Action item
In the material below, some lines carry "graph". Copy each such line.

--

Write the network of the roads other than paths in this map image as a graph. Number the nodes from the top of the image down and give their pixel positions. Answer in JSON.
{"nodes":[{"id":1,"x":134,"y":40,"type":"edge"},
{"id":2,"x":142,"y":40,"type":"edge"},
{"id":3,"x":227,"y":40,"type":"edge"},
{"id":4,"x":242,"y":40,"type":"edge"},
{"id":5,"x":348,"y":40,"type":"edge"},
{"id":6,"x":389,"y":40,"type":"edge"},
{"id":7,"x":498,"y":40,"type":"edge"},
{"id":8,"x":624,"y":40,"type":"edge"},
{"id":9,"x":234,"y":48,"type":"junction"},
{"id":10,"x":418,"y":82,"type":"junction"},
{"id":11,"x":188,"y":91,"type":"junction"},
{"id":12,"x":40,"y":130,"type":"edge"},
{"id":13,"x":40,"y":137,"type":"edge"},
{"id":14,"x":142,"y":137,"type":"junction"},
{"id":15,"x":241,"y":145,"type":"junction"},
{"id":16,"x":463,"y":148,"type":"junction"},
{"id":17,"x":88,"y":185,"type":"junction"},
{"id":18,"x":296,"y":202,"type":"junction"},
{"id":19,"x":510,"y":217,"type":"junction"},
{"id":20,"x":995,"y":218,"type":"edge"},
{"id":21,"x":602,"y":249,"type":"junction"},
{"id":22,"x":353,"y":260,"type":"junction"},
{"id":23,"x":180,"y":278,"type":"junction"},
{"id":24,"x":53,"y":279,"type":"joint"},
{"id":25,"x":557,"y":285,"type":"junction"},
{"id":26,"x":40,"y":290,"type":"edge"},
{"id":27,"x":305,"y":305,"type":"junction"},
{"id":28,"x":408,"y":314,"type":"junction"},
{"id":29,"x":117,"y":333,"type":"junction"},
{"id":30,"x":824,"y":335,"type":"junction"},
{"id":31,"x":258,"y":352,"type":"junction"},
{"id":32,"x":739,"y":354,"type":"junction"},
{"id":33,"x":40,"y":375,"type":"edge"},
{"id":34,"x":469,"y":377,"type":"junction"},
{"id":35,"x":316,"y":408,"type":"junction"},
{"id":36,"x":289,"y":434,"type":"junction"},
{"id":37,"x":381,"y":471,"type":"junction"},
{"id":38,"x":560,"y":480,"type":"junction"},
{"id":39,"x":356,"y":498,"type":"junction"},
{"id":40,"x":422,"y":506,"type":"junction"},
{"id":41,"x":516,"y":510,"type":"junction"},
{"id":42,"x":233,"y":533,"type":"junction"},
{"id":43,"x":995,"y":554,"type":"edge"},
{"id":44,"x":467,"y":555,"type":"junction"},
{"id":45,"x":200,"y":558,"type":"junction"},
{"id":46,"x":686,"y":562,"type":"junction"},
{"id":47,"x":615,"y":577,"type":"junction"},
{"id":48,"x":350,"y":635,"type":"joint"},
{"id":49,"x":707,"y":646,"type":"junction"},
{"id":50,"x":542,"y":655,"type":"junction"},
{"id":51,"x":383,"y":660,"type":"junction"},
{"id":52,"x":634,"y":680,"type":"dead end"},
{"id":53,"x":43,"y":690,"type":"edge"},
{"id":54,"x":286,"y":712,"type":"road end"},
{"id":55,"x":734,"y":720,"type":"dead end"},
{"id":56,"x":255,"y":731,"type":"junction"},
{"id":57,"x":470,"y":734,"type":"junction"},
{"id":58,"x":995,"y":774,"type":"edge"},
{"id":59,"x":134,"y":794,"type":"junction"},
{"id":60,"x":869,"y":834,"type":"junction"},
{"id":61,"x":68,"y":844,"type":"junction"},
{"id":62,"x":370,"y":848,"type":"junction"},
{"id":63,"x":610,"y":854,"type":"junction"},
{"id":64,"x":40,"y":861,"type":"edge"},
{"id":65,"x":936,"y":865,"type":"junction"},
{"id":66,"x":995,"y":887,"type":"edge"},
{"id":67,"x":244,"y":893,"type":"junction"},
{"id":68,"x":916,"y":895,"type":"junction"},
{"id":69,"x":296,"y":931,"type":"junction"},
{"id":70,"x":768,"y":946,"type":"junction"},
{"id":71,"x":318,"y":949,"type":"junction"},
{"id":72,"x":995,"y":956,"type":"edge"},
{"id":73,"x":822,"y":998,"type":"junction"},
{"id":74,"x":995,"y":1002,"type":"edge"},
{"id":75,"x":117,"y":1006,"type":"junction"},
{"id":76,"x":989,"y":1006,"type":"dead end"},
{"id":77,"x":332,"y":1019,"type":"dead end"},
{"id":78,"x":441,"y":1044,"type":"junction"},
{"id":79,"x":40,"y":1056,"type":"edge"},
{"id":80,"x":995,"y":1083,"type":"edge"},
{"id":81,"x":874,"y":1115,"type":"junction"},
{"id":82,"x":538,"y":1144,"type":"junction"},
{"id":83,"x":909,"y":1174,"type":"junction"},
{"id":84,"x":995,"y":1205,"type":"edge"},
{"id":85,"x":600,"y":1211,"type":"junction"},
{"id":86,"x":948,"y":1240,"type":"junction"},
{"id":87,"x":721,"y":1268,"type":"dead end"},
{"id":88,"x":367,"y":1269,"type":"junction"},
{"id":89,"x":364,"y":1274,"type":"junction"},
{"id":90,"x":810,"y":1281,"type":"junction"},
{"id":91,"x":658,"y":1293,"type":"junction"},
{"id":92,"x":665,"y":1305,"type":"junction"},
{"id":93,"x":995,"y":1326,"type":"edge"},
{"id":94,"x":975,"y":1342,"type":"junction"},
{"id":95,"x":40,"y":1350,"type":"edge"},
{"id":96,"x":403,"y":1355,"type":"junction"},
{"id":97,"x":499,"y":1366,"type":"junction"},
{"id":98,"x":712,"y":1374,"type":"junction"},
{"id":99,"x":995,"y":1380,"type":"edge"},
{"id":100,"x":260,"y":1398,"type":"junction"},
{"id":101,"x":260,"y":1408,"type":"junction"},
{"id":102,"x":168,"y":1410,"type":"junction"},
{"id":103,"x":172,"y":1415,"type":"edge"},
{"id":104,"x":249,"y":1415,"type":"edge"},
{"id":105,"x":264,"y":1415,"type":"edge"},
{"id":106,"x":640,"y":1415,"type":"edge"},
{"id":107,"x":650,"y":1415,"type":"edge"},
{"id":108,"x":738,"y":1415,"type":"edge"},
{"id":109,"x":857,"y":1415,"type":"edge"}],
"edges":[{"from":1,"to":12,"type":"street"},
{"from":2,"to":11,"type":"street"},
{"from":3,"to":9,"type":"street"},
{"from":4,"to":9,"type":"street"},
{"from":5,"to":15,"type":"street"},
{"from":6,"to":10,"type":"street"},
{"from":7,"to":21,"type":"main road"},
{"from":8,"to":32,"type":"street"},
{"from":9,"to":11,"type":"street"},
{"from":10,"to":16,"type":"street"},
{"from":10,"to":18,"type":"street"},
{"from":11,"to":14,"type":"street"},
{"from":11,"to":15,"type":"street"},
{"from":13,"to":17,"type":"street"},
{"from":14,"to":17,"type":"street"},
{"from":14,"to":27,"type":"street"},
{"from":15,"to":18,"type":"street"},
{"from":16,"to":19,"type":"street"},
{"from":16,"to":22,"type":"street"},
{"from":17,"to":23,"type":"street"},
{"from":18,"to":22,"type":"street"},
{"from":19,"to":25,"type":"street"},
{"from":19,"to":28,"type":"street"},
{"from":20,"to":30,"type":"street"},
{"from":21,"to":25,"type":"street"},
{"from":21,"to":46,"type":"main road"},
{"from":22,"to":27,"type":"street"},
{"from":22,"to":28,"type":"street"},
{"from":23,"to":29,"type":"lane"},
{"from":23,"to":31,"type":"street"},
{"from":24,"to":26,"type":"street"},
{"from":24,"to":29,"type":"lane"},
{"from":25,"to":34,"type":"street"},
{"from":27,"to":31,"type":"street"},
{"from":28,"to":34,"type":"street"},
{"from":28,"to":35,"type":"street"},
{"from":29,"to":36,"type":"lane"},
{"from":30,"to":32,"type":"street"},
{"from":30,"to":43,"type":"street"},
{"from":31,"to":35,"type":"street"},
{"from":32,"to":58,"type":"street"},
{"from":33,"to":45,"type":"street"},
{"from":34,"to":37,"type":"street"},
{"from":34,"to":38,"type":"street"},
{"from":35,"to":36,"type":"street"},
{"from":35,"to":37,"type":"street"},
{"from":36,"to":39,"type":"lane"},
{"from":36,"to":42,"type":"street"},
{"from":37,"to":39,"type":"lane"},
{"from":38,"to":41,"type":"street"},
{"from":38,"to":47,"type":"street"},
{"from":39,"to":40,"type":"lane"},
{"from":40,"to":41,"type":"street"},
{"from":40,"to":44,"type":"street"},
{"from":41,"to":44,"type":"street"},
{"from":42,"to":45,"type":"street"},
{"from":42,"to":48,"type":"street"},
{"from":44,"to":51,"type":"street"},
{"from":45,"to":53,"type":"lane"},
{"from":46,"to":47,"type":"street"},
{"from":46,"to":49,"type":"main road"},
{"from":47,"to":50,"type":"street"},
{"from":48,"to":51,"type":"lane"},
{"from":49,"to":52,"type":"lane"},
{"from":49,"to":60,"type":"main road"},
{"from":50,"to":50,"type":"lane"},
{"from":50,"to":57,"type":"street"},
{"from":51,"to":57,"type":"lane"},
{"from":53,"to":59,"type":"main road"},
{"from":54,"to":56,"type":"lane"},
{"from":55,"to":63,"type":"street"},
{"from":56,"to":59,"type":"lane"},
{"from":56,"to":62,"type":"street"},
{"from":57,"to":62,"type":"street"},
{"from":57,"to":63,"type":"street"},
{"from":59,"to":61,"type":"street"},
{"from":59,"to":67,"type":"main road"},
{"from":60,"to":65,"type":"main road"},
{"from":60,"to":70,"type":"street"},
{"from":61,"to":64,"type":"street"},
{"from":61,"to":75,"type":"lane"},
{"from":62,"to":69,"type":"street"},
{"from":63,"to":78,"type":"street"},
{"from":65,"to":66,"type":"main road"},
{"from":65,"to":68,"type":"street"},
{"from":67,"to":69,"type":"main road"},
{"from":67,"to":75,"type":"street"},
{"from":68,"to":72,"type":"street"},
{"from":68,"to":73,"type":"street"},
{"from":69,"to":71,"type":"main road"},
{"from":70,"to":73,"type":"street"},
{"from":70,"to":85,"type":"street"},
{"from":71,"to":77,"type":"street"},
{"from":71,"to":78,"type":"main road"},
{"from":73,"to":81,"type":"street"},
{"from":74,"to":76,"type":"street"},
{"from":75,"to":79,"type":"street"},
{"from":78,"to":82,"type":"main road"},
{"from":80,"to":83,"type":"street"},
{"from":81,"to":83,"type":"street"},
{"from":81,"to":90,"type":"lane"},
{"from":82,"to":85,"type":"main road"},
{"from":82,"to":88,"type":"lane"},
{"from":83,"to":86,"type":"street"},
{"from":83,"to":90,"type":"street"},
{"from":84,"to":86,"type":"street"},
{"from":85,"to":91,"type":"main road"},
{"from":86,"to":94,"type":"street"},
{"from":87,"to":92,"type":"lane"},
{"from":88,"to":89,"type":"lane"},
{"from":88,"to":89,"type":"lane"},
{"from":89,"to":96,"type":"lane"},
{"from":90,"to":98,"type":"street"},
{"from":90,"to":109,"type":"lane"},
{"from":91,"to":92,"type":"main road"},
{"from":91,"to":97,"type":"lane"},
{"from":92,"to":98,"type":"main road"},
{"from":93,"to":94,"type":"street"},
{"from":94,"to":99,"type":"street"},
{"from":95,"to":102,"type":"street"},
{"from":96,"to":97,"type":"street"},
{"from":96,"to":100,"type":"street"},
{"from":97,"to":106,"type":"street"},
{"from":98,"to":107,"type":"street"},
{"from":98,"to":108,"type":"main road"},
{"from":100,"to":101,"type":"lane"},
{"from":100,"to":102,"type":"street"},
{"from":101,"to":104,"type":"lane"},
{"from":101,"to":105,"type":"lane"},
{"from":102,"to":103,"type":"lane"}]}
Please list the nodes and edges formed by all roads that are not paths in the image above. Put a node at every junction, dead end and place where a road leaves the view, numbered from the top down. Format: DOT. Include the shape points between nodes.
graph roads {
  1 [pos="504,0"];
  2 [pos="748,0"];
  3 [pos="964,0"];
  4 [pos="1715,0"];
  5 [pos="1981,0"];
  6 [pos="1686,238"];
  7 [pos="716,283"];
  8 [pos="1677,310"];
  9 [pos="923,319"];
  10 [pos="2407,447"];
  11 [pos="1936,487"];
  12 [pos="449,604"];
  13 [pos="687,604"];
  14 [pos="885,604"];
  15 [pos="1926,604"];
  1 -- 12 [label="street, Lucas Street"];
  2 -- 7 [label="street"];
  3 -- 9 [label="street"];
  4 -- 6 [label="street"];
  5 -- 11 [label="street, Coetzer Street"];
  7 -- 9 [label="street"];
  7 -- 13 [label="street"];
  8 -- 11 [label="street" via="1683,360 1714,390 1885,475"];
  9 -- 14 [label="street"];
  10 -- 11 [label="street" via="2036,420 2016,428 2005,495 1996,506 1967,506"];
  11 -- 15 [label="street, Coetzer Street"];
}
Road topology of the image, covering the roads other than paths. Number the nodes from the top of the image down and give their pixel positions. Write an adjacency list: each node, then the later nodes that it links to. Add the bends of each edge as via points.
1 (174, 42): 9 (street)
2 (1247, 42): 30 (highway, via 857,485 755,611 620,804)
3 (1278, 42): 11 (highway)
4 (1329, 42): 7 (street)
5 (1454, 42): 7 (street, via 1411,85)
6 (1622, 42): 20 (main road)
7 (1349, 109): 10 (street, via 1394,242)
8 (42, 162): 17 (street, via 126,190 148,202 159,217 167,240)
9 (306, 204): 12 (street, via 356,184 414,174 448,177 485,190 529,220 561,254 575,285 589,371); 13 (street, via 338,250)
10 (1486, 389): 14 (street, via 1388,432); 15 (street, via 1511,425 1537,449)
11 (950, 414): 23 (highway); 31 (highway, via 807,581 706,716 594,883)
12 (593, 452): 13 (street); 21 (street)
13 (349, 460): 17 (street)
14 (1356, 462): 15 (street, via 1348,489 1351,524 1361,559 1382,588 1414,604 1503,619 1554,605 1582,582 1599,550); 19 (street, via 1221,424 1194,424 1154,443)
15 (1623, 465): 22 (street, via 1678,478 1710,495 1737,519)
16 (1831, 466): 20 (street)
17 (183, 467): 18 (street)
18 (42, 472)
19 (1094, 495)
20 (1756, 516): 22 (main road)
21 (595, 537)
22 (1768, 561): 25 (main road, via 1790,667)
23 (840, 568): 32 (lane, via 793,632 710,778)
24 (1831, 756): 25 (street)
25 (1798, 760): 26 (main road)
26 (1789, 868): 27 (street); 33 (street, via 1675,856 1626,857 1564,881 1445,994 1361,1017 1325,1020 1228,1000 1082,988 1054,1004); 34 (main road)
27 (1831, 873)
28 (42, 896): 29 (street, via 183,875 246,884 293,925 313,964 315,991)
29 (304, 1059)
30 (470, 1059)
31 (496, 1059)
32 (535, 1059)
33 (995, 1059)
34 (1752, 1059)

--

Worked solution
Write the network of the roads other than paths in this map image as a graph. Number the nodes from the top of the image down and give their pixel positions. Answer in JSON.
graph roads {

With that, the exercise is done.